### DATA FOR THIS TASK
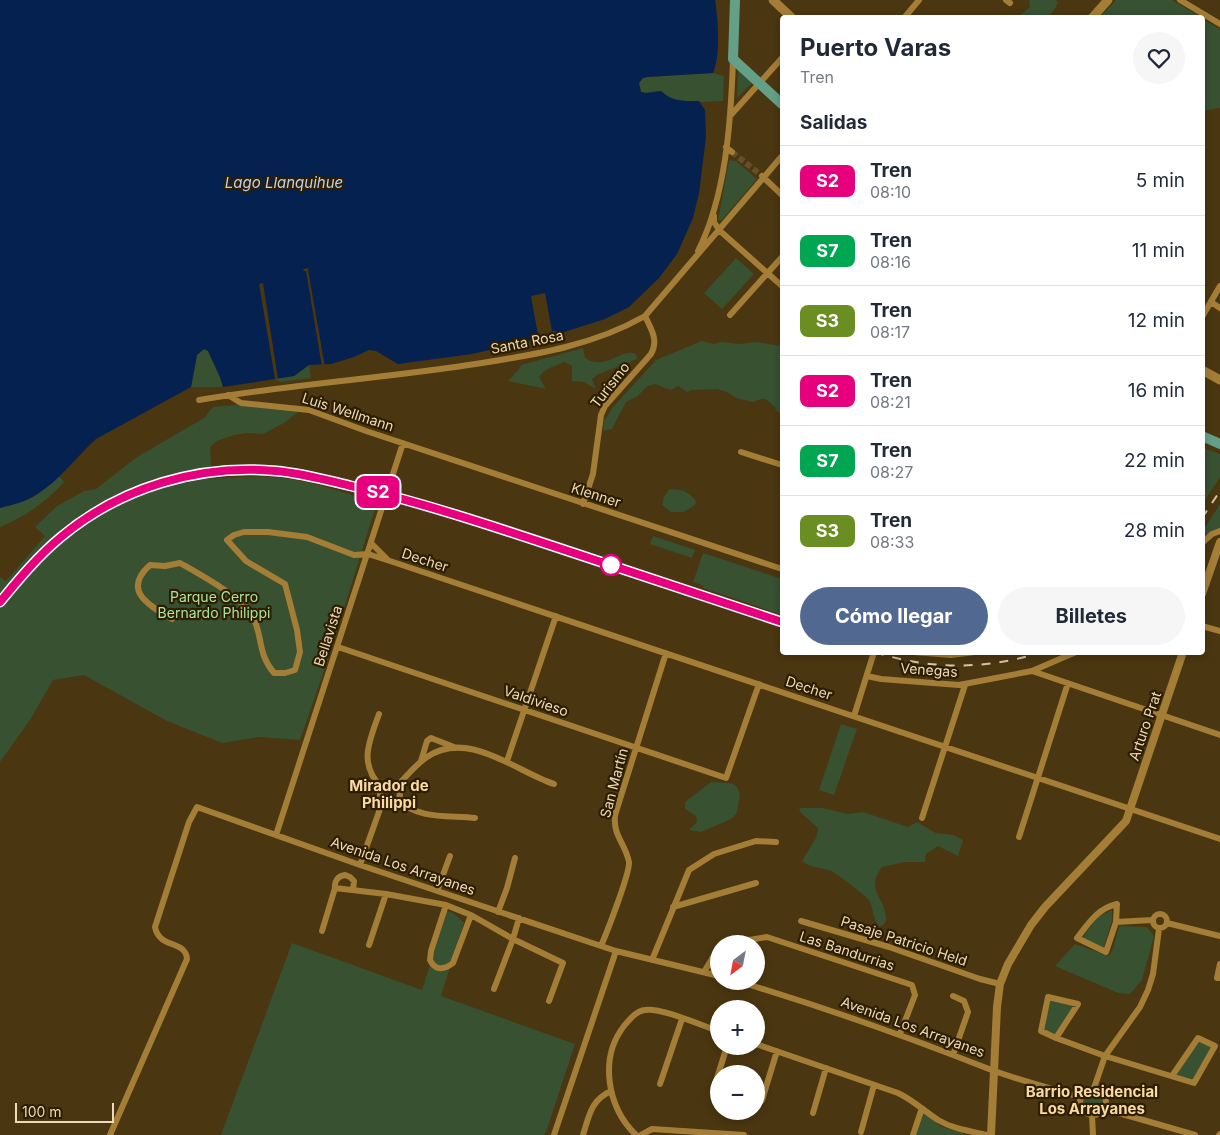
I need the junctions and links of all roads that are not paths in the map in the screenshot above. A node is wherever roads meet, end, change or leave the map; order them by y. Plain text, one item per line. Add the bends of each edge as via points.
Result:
1 (735, 0) edge
2 (773, 0) edge
3 (919, 0) edge
4 (1108, 0) edge
5 (1180, 0) edge
6 (789, 15) edge
7 (906, 15) edge
8 (1095, 15) edge
9 (1220, 24) edge
10 (734, 55) junction
11 (780, 60) edge
12 (762, 81) junction
13 (780, 94) edge
14 (780, 102) edge
15 (730, 116) junction
16 (726, 147) junction
17 (732, 152) tunnel mouth
18 (780, 158) edge
19 (762, 176) junction
20 (780, 193) edge
21 (714, 213) junction
22 (719, 230) junction
23 (780, 259) edge
24 (692, 261) junction
25 (768, 273) junction
26 (780, 284) edge
27 (1220, 286) edge
28 (1211, 302) junction
29 (1220, 308) edge
30 (1205, 312) edge
31 (730, 315) dead end
32 (645, 316) junction
33 (1205, 372) edge
34 (1220, 380) edge
35 (227, 395) junction
36 (199, 400) dead end
37 (1205, 437) edge
38 (403, 443) junction
39 (1220, 444) edge
40 (741, 452) dead end
41 (780, 464) edge
42 (583, 504) junction
43 (1220, 531) edge
44 (1205, 540) edge
45 (1220, 542) edge
46 (371, 543) junction
47 (368, 554) junction
48 (390, 561) junction
49 (780, 568) edge
50 (1205, 585) edge
51 (556, 616) junction
52 (172, 619) dead end
53 (1205, 627) edge
54 (1220, 631) edge
55 (338, 647) junction
56 (666, 653) junction
57 (873, 655) edge
58 (1069, 655) edge
59 (1182, 655) edge
60 (1032, 671) junction
61 (867, 676) junction
62 (1068, 683) junction
63 (759, 684) junction
64 (965, 685) junction
65 (524, 710) junction
66 (379, 714) dead end
67 (1162, 715) junction
68 (854, 716) junction
69 (1220, 735) edge
70 (945, 746) junction
71 (455, 747) junction
72 (636, 748) junction
73 (507, 761) junction
74 (421, 762) junction
75 (1038, 777) junction
76 (554, 784) dead end
77 (396, 787) junction
78 (382, 788) junction
79 (398, 799) junction
80 (385, 802) junction
81 (1131, 808) junction
82 (475, 818) dead end
83 (922, 818) dead end
84 (276, 835) junction
85 (1019, 836) dead end
86 (1220, 839) edge
87 (776, 842) dead end
88 (450, 856) dead end
89 (515, 858) dead end
90 (360, 865) junction
91 (756, 883) dead end
92 (335, 888) junction
93 (353, 890) junction
94 (437, 891) junction
95 (386, 894) junction
96 (446, 905) junction
97 (673, 907) junction
98 (498, 912) junction
99 (471, 915) junction
100 (518, 918) junction
101 (1152, 920) junction
102 (801, 921) dead end
103 (1116, 922) junction
104 (1168, 923) junction
105 (1159, 929) junction
106 (322, 931) dead end
107 (1220, 936) edge
108 (765, 937) edge
109 (513, 939) junction
110 (369, 945) dead end
111 (601, 946) junction
112 (616, 951) junction
113 (652, 960) junction
114 (710, 962) edge
115 (1220, 964) edge
116 (704, 972) junction
117 (710, 974) edge
118 (1220, 978) edge
119 (1000, 984) junction
120 (494, 989) dead end
121 (765, 989) edge
122 (953, 996) dead end
123 (549, 1001) dead end
124 (682, 1019) junction
125 (710, 1029) edge
126 (900, 1034) junction
127 (1056, 1038) junction
128 (765, 1047) edge
129 (777, 1051) junction
130 (953, 1055) junction
131 (1105, 1056) junction
132 (826, 1068) junction
133 (994, 1070) junction
134 (1172, 1076) junction
135 (660, 1084) dead end
136 (874, 1085) junction
137 (1094, 1088) junction
138 (765, 1090) edge
139 (611, 1091) junction
140 (1080, 1097) junction
141 (922, 1108) junction
142 (1105, 1109) junction
143 (812, 1113) dead end
144 (1092, 1116) junction
145 (861, 1132) dead end
146 (966, 1133) edge
147 (110, 1135) edge
148 (554, 1135) edge
149 (582, 1135) edge
150 (636, 1135) edge
151 (641, 1135) edge
152 (744, 1135) edge
153 (913, 1135) edge
154 (987, 1135) edge
155 (992, 1135) edge
156 (1093, 1135) edge
157 (1195, 1135) edge

1 - 10 main road
2 - 6 main road
3 - 7 street
4 - 8 main road
5 - 9 street
10 - 12 main road
10 - 15 street
11 - 12 street
12 - 13 main road
12 - 14 main road
12 - 15 street
15 - 16 street
16 - 17 street
16 - 21 street
18 - 19 street, Santa Rosa
19 - 20 street
19 - 22 street, Santa Rosa
21 - 22 street via 714,222
21 - 24 street
22 - 24 street, Santa Rosa
22 - 25 street
23 - 25 street
24 - 32 street, Santa Rosa
25 - 26 street
25 - 31 street
27 - 28 street
28 - 29 street
28 - 30 street
32 - 35 street, Santa Rosa via 622,329 575,345 534,354
32 - 42 street, Turismo via 655,337 654,348 601,414 593,474
33 - 34 main road
35 - 36 street, Santa Rosa
35 - 38 street, Luis Wellmann via 241,403 309,410
37 - 39 main road
38 - 42 street, Klenner
38 - 46 street, Bellavista
40 - 41 street
42 - 49 street, Klenner
43 - 44 street
45 - 50 street
46 - 47 street, Bellavista
46 - 48 street, Decher
47 - 48 street, Decher
47 - 52 street, Decher via 354,555 307,537 268,532 244,532 227,540 246,561 285,584 300,652 295,670 274,674 259,644 254,618 248,609 215,584 180,563 150,565 141,573 138,588 141,596 146,603
47 - 55 street, Bellavista
48 - 51 street, Decher
51 - 56 street, Decher
51 - 65 street
53 - 54 street
55 - 65 street, Valdivieso
55 - 84 street, Bellavista
56 - 63 street, Decher
56 - 72 street, San Martín
57 - 61 street
58 - 60 street, Venegas
59 - 67 street, Arturo Prat
60 - 62 street
60 - 64 street, Venegas
61 - 64 street, Venegas
61 - 68 street
62 - 67 street
62 - 75 street
63 - 68 street, Decher
63 - 72 street, Valdivieso via 726,778
64 - 70 street
65 - 72 street, Valdivieso
65 - 73 street
66 - 78 street via 367,754 370,771
67 - 69 street
67 - 81 street, Arturo Prat
68 - 70 street, Decher
70 - 75 street, Decher
70 - 83 street
71 - 73 street via 469,748
71 - 74 street via 437,752
71 - 74 street via 431,738 427,741
72 - 111 street, San Martín via 614,825 626,852 629,869
73 - 76 street
74 - 77 street
75 - 81 street, Decher
75 - 85 street
77 - 78 street via 389,784
77 - 79 street
78 - 80 street via 380,794
79 - 80 street via 394,803
79 - 82 street via 405,807 424,814
80 - 90 street
81 - 86 street, Decher
81 - 119 street, Arturo Prat via 1126,821 1030,925
84 - 90 street, Avenida Los Arrayanes
84 - 147 street, Avenida Los Arrayanes via 197,807 189,822 155,927 156,934 182,948 187,959
87 - 97 street via 756,841 714,854 689,870
88 - 94 street
89 - 98 street
90 - 94 street, Avenida Los Arrayanes
91 - 97 street
92 - 93 street
92 - 93 street via 338,878 348,875 354,881
92 - 106 street
93 - 95 street
94 - 98 street, Avenida Los Arrayanes
95 - 96 street
95 - 110 street
96 - 99 street
96 - 99 street via 430,960 440,969 453,963
97 - 113 street
98 - 100 street, Avenida Los Arrayanes
99 - 109 street
100 - 109 street
100 - 111 street, Avenida Los Arrayanes
101 - 103 street
101 - 104 street via 1161,914
101 - 105 street
102 - 119 street, Pasaje Patricio Held via 889,946
103 - 103 street via 1118,904 1108,906 1096,915 1077,938 1106,952
104 - 105 street
104 - 107 street
105 - 131 street via 1148,990 1140,1007
108 - 126 street, Las Bandurrias via 912,986 915,994
109 - 120 street
109 - 123 street via 563,963
111 - 112 street, Avenida Los Arrayanes
112 - 113 street, Avenida Los Arrayanes
112 - 148 street
113 - 116 street, Avenida Los Arrayanes
114 - 116 street
115 - 118 street via 1217,978
116 - 117 street, Avenida Los Arrayanes
119 - 133 street, Arturo Prat
121 - 126 street, Avenida Los Arrayanes
122 - 130 street via 964,1001 968,1012
124 - 125 street
124 - 135 street
124 - 139 street via 657,1010 639,1011 621,1030 611,1050 608,1068
126 - 130 street, Avenida Los Arrayanes
127 - 127 street via 1078,1004 1048,997 1041,1031
127 - 131 street
128 - 129 street
129 - 132 street
129 - 138 street
130 - 133 street, Avenida Los Arrayanes
131 - 134 street
131 - 137 street
132 - 136 street
132 - 143 street
133 - 140 street, Avenida Los Arrayanes
133 - 155 street, Arturo Prat
134 - 134 street via 1198,1038 1215,1046 1194,1083
136 - 141 street via 905,1096
136 - 145 street
137 - 140 street
137 - 142 street via 1104,1094
139 - 149 street via 592,1106
139 - 150 street via 619,1113
140 - 144 street via 1080,1108
141 - 146 street via 944,1124
141 - 153 street
142 - 144 street
142 - 157 street
144 - 156 street
146 - 154 street
151 - 152 street via 652,1129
######
## ACTIVITY
Go through the entries and copy every line with "Santa".

## FINISHED TASK
18 - 19 street, Santa Rosa
19 - 22 street, Santa Rosa
22 - 24 street, Santa Rosa
24 - 32 street, Santa Rosa
32 - 35 street, Santa Rosa via 622,329 575,345 534,354
35 - 36 street, Santa Rosa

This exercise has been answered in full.